Repository files navigation

VisPubData Reproducibility and Update

The code in this repository relates to the VisPubData collection of publications in the field of visualization. For more information please check the corresponding publication about the project:

Petra Isenberg, Florian Heimerl, Steffen Koch, Tobias Isenberg, Panpan Xu, Charles D. Stolper, Michael Sedlmair, Jian Chen, Torsten Möller, and John Stasko. vispubdata.org: A Metadata Collection about IEEE Visualization (VIS) Publications. IEEE Transactions on Visualization and Computer Graphics, 23(9):2199–2206, September 2017. doi: 10.1109/TVCG.2016.2615308

If you use this data, we would appreciate a citation to our paper:

@article{Isenberg:2017:VMC,
  author      = {Petra Isenberg and Florian Heimerl and Steffen Koch and Tobias Isenberg and Panpan Xu and Charles D. Stolper and Michael Sedlmair and Jian Chen and Torsten M{\"o}ller and John Stasko},
  title       = {vispubdata.org: A Metadata Collection about {IEEE} Visualization ({VIS}) Publications},
  journal     = {IEEE Transactions on Visualization and Computer Graphics},
  year        = {2017},
  volume      = {23},
  number      = {9},
  month       = sep,
  pages       = {2199--2206},
  doi         = {10.1109/TVCG.2016.2615308},
  shortdoi    = {10/dx8vv8},
  oa_hal_url  = {https://hal.science/hal-01376597},
  url         = {http://www.vispubdata.org/site/vispubdata/},
}

Contributors

Contributors to the code are: Petra Isenberg, Natkamon Tovanich, and Tobias Isenberg

Code Purposes

There are two types of code in this repository, one for reproduing one of the figures we show in the paper mentioned above (for the purpose of showing reproducibility via the Graphics Replicability Stamp Initiative), and the other code for supporting the continued update of the dataset.

Paper reproducibility

The code in the reproducibility/ subdirectory facilitates the reproduction of the plot in Figure 1 of the corresponding paper, albeit adjusted to the updated data in the dataset (as of writing this text, years 2016–2023 of the IEEE VIS conference have been added). The other figures in the paper are a manually created overview of the conference evolution (Figure 2; for that see the files in the naming-graphic/ subdirectory of this repository) and screenshots of the dataset in use by other tools (Figures 3–5). The original version of Figure 1 from the paper looks as follows:

Figure 1 of VisPubData publication (image is in the public domain)

Prerequisites

Running the script

The reproducibility/reproducibility.py script essentially loads the current state of the dataset and then directly produces the new version of the figure in the local directory. There are two ways to get the data. By default, the data is pulled directly from the respective Google Spreadsheets, and the script should run without any further configuration.
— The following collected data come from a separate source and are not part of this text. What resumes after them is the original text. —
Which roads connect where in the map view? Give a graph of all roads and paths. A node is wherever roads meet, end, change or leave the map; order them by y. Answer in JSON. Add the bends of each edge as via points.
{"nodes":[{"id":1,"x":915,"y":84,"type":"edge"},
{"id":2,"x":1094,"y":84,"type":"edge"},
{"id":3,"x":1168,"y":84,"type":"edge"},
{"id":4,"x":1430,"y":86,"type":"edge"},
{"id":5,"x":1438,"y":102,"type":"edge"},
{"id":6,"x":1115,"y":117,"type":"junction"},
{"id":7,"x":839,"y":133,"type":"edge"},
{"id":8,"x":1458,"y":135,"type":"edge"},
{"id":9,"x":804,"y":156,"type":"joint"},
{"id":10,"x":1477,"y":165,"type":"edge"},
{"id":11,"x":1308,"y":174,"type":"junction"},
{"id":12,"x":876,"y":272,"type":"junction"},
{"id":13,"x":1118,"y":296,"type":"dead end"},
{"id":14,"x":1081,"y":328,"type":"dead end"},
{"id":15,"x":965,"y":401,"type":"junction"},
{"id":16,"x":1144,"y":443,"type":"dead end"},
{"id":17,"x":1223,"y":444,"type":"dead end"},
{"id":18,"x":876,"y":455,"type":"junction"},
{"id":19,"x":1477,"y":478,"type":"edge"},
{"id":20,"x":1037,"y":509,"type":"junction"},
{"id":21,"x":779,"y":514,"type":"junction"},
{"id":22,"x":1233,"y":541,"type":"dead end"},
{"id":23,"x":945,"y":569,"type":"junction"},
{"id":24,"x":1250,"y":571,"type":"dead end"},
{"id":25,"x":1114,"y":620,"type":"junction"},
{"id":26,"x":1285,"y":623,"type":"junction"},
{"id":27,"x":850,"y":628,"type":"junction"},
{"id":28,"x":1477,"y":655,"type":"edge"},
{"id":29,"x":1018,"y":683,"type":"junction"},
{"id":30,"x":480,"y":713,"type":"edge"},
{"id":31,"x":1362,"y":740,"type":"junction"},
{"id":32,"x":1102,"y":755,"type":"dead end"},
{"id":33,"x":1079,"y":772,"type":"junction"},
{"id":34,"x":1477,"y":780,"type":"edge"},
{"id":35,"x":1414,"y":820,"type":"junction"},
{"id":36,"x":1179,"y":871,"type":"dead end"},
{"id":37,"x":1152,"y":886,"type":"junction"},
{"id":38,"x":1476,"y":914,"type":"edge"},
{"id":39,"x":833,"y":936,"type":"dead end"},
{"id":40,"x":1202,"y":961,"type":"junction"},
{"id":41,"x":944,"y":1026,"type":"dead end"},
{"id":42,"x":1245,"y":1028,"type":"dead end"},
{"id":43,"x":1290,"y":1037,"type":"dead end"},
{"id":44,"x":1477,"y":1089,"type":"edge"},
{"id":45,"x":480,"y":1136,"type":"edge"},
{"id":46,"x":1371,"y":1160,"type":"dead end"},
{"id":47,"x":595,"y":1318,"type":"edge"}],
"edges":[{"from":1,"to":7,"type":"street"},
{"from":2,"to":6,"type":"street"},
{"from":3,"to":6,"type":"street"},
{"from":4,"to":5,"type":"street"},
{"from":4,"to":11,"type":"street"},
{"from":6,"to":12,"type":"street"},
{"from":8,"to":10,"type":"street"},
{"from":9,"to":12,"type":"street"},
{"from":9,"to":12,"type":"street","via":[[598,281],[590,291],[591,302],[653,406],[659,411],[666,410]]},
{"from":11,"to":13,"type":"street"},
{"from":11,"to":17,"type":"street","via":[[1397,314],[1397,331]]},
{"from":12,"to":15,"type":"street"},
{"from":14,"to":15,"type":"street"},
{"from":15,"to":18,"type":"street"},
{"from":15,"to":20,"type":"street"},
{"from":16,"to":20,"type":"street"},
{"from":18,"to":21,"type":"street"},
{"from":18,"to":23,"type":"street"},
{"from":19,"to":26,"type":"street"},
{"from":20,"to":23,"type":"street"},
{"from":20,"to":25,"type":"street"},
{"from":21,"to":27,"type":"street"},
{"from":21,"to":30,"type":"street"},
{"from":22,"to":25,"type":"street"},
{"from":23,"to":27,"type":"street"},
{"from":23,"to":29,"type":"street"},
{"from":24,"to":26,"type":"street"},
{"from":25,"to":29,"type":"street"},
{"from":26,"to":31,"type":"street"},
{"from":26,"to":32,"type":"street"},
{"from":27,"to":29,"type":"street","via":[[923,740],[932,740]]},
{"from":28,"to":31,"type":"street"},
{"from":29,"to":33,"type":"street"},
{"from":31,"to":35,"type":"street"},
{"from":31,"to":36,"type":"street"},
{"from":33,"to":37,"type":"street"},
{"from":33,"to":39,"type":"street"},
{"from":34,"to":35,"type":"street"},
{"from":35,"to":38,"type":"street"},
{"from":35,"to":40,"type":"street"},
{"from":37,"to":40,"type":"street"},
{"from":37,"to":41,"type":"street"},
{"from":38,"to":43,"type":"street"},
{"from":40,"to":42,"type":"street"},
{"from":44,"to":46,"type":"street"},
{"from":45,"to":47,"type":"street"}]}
Alternatively, one can also download the data to local csv files and then run everything locally. For that, please set

useFiles = True

in the configuration section of the reproducibility/reproducibility.py script at the top, and then download the data as follows: Please first go to the shared Google Spreadsheet that contains the VisPubData dataset, make sure that the first tab on the bottom is selected ("Main dataset"), and then download the data using the menu via File > Download > Comma Separated Values (.csv) and then save the file to reproducibility/vispubdata.csv. Next, please go to the shared Google Spreadsheet that contains the data about the journal presentations, and then download that dataset the same way as before and save the file to reproducibility/vis-journal-presentations.csv. Then everything is in place to run the script.

To run the script in either case, simply do:

cd reproducibility/
python3 reproducibility.py

The script then produces the equivalent of Figure 1 of the paper as reproducibility/reproducibility.pdf, but updated to the most recent version of the dataset, which looks like this (2023 version):

udated version of Figure 1 of VisPubData publication (the image is available under the Creative Commons Attribution 4.0 International (CC BY 4.0) license; please attribute the image to the contributors named above and cite the mentioned journal paper)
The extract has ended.